Updated On : Jul-13,2022 Tags pytorch, object-detectio…

PyTorch: Object Detection using Pre-Trained Models

Object detection is an active research area of computer vision and image processing that finds out objects present in an image of certain classes. It generally detects objects present in an image, draws a bounding box around it, and labels it. It has many applications like image annotation, face detection, object tracking, vehicle counting, etc. Over time, many approaches are developed for solving object detection using neural networks and without them as well. The approaches using deep neural networks have quite a high accuracy though these networks are quite complicated and require a lot of data to train. Due to this, many deep learning libraries (PyTorch, MXNet (GluonCV), Tensorflow, OpenCV, etc) provide an implementation of these networks which has pre-trained networks that can be directly used for our purpose if our classes fall into their classes else we can fine-tune their network by training little on our dataset with small categories as well.

As a part of the article, we have explained how to use pre-trained Object detection networks available from PyTorch. The tutorial explains how we can take any random image from the network and try to look for objects in it using these pre-trained PyTorch models. We can load these networks with pre-trained weights or even without them if we have enough data to train these architectures. Currently, PyTorch provides the below-mentioned models for object detection.

  1. Faster R-CNN
  2. FCOS (Fully Convolutional One-Stage Object Detection)
  3. RetinaNet
  4. SSD (Single Shot MultiBox Detector)
  5. SSDlite

These pre-trained networks make the task of object detection quite easy if you don't want to train complicated neural networks. These networks use pre-trained image classification neural networks like RestNet, MobileNet, VGG, etc for retrieving object features. Majority of object detection networks are trained on COCO dataset and image classification networks are trained on ImageNet dataset.

Below, we have listed essential tutorial sections to give an overview of the material covered.
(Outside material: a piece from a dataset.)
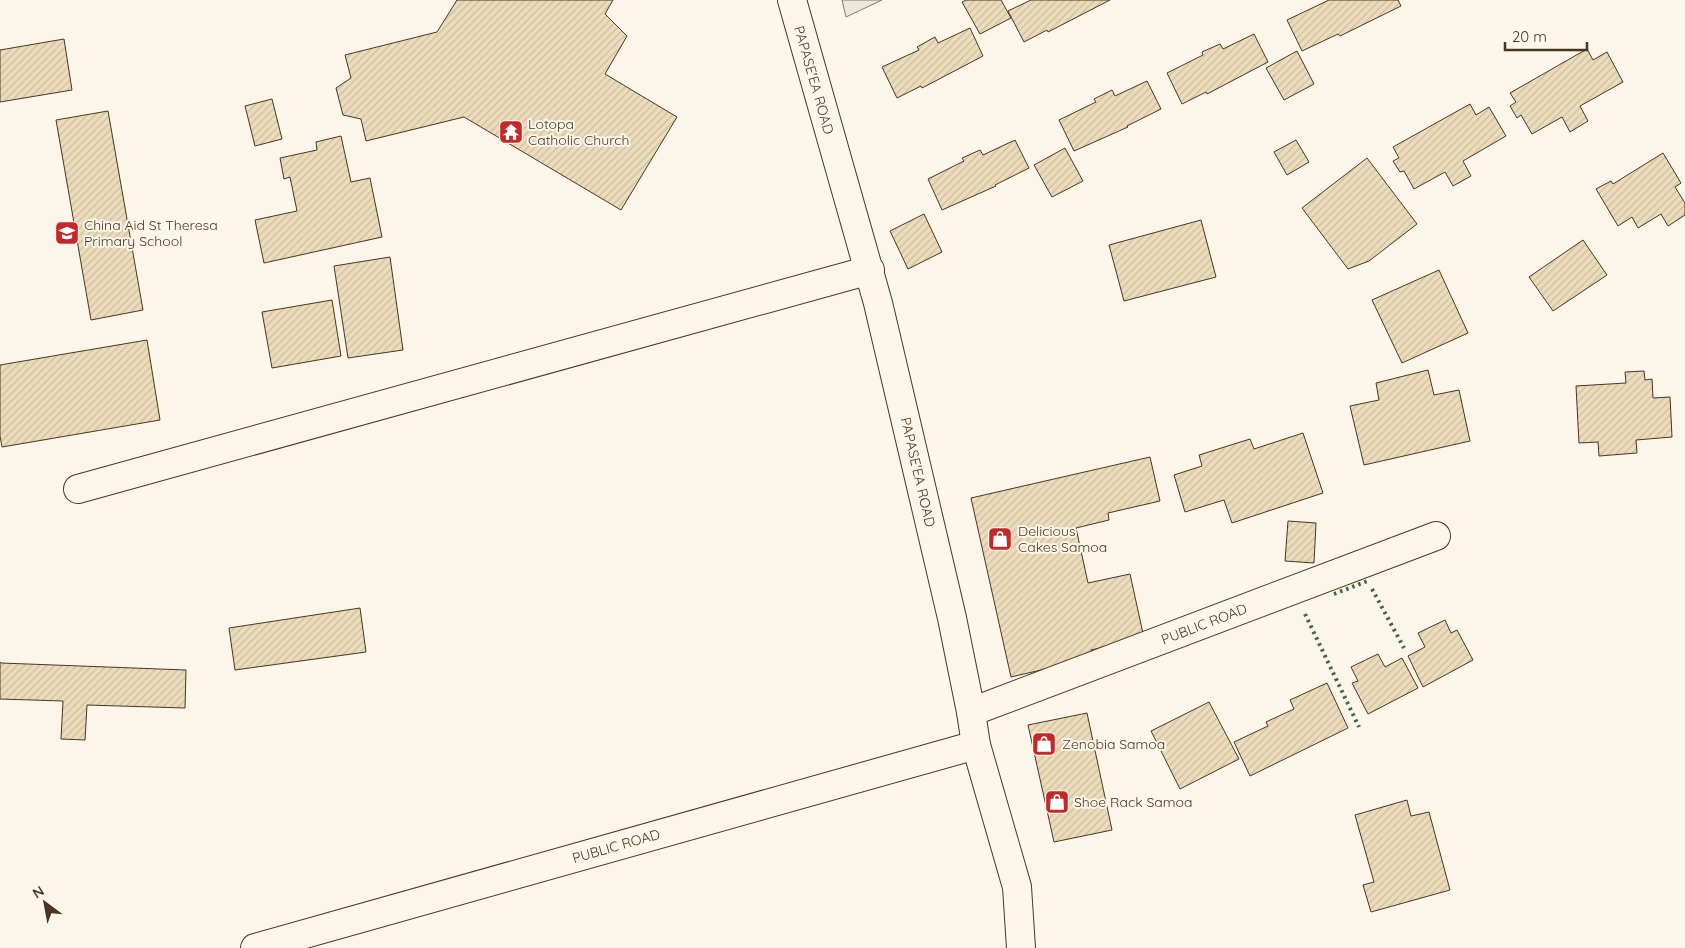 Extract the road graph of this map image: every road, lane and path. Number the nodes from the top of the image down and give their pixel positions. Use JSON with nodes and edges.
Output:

Important Sections Of Tutorial

  1. Load Sample Images
    • 1.1 Download Sample Images
    • 1.2 Load Images as Pillow Images
    • 1.3 Convert Pillow Images to Torch Tensors
    • 1.4 Add Batch Dimension
    • 1.5 Convert Images Represented as Integer (0-255) to Floats (0-1)
  2. Load Pre-Trained PyTorch Model (Faster R-CNN with ResNet50 Backbone)
  3. Make Predictions
  4. Visualize Results
    • 4.1 Load Target Classes Mapping
    • 4.2 Map Target Category Ids to Labels
    • 4.3 Visualize Bounding Boxes On Original Images
  5. Try Other Pre-Trained Models

Below, we have imported the necessary Python libraries that we'll use for our tutorial. We have also printed the versions that we have used in our tutorial.

import torch

print("PyTorch Version : {}".format(torch.__version__))
PyTorch Version : 1.11.0+cpu
import torchvision

print("TorchVision Version : {}".format(torchvision.__version__))
TorchVision Version : 0.12.0+cpu

Pycocotools Installation

  • !pip install pycocotools
import pycocotools

1. Load Sample Images

In this section, we have simply downloaded a few images from the internet, load them as Pillow images, and then converted them to torch tensors for giving them to model for prediction. We need to convert images to tensors before giving them to the network for predictions always as they word on tensors only.

1.1 Download Sample Images

Below, we have simply downloaded two images from the Internet using wget shell command. We have selected images randomly. Please feel free to use your images if you have some ready that you want to try.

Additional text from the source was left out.